The nun at the nurse’s station looked up and saw them. She came out from around the desk. “Officer Ormonds,” she said. “This must be Gregor Demarkian.”
“That’s him,” Billie said.
The nun had no sense of humor, and she wasn’t interested in introducing herself. “Dr. Halevy is in with the patient. I’ve asked her to take this meeting into a conference room. There’s one at the far end of the hall. Mrs. Mgrdchian is stable, but there’s always the problem with comatose patients that you don’t know what they’re able to hear. We like to think that they’re just dead to the world, so to speak, without actually being dead, but many of them can hear everything that goes on around them.”
The nun was pumping down the hall as she talked, and Gregor and Billie were following her. Gregor was getting a little breathless. The nun stopped.
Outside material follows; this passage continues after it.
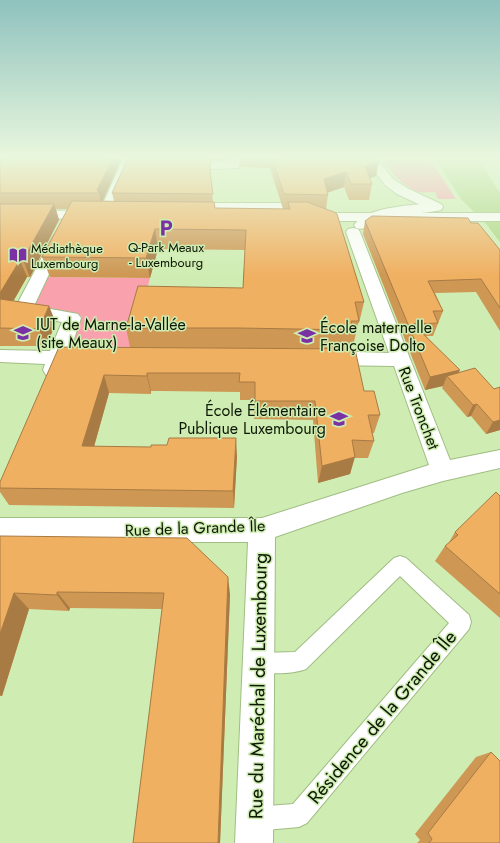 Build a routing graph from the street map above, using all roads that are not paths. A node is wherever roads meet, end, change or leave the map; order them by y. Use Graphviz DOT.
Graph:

“Here is is,” she said. “We’ve got her alone down here until we’re sure of what the situation is. We don’t want to upset other patients if there needs to be a police presence. Please don’t stay too long in the room, and please don’t discuss the particulars of the case—the police case or the medical case—where she can possibly hear you. Even if you think she can’t hear you. Is that clear?”